PROBLEM DETAILS
Below are the records. List every line holding the word "Scenic".

(Collected data)
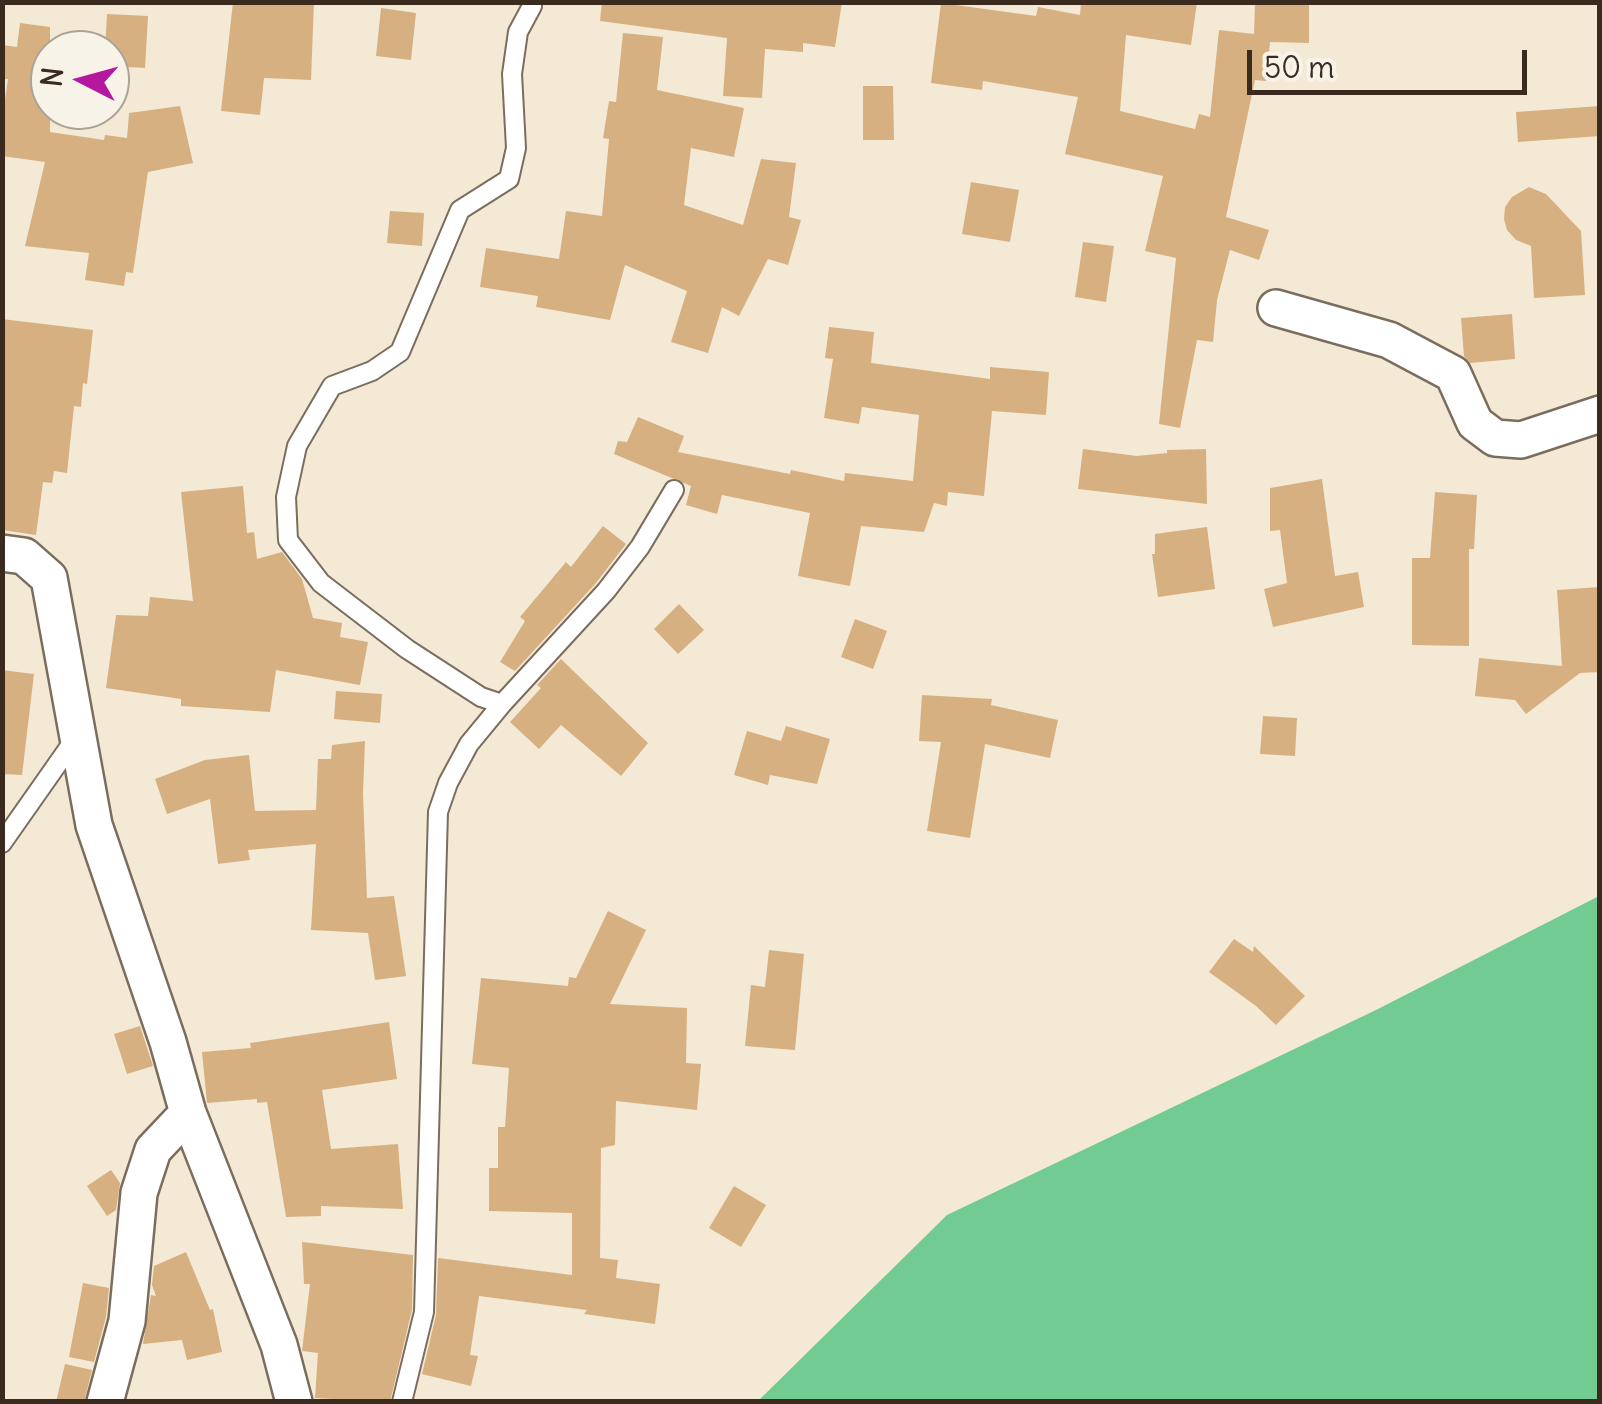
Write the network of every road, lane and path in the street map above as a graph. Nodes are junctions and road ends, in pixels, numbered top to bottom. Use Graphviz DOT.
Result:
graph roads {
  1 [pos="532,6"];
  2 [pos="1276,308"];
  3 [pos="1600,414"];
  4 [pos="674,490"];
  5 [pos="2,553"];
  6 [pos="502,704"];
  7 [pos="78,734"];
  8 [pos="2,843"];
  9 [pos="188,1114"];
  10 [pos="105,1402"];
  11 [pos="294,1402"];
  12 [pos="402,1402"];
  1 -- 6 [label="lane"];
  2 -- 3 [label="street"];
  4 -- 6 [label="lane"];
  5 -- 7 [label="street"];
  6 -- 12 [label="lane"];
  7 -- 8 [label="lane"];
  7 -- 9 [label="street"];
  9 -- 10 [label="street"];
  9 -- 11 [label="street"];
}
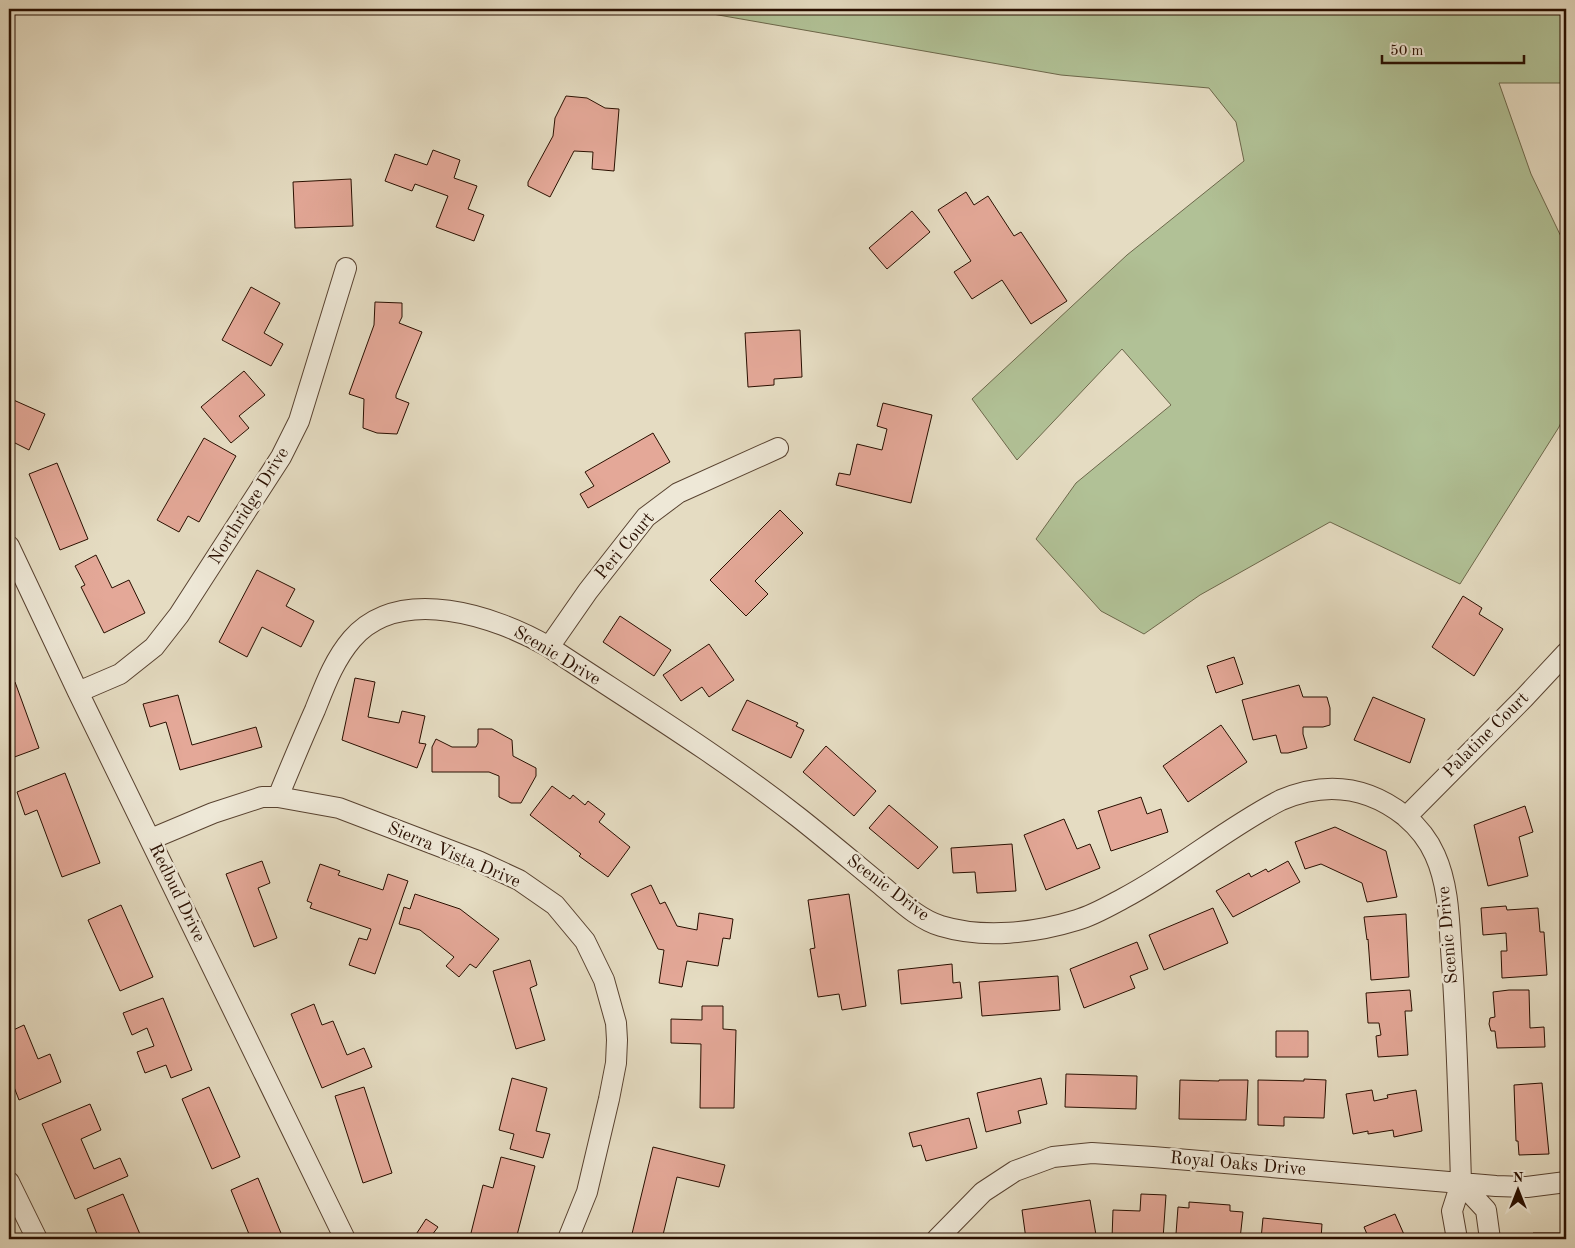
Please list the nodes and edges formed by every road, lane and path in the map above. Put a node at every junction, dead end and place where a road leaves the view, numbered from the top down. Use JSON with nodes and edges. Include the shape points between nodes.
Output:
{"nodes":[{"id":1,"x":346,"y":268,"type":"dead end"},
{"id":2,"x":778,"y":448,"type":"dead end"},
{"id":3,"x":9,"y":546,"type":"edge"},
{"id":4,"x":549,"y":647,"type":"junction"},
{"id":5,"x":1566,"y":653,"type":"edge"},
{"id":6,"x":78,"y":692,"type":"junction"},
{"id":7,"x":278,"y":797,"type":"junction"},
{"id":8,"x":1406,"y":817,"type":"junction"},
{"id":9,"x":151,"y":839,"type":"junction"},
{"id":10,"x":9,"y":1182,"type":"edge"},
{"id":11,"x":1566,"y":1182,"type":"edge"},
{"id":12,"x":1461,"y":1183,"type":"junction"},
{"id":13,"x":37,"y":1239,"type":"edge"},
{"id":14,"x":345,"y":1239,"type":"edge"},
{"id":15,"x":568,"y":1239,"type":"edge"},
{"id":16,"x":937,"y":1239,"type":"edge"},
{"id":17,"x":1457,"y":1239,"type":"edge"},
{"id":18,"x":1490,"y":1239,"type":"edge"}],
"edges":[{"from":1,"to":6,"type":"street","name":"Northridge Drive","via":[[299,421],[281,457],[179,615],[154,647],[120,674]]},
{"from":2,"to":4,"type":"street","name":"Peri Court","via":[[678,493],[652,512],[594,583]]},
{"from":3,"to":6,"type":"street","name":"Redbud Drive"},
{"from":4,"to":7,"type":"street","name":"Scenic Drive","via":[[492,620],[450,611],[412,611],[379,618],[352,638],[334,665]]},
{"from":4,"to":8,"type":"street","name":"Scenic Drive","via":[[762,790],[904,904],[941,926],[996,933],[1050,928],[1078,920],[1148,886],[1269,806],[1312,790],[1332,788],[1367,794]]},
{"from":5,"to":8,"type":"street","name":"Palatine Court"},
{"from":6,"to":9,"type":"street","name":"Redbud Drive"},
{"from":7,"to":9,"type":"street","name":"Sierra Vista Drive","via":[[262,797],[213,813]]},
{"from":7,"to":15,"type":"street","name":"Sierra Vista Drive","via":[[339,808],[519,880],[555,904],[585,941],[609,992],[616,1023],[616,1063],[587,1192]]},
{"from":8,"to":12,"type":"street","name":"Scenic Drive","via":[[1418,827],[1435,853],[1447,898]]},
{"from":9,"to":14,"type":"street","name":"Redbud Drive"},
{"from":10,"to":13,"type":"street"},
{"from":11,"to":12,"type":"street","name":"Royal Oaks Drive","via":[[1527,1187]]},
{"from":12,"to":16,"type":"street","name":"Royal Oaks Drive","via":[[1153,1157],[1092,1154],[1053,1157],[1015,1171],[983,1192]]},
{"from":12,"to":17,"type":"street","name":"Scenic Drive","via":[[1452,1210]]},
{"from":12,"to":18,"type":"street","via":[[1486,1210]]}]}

SOLUTION TO THIS PROBLEM
{"from":4,"to":7,"type":"street","name":"Scenic Drive","via":[[492,620],[450,611],[412,611],[379,618],[352,638],[334,665]]},
{"from":4,"to":8,"type":"street","name":"Scenic Drive","via":[[762,790],[904,904],[941,926],[996,933],[1050,928],[1078,920],[1148,886],[1269,806],[1312,790],[1332,788],[1367,794]]},
{"from":8,"to":12,"type":"street","name":"Scenic Drive","via":[[1418,827],[1435,853],[1447,898]]},
{"from":12,"to":17,"type":"street","name":"Scenic Drive","via":[[1452,1210]]},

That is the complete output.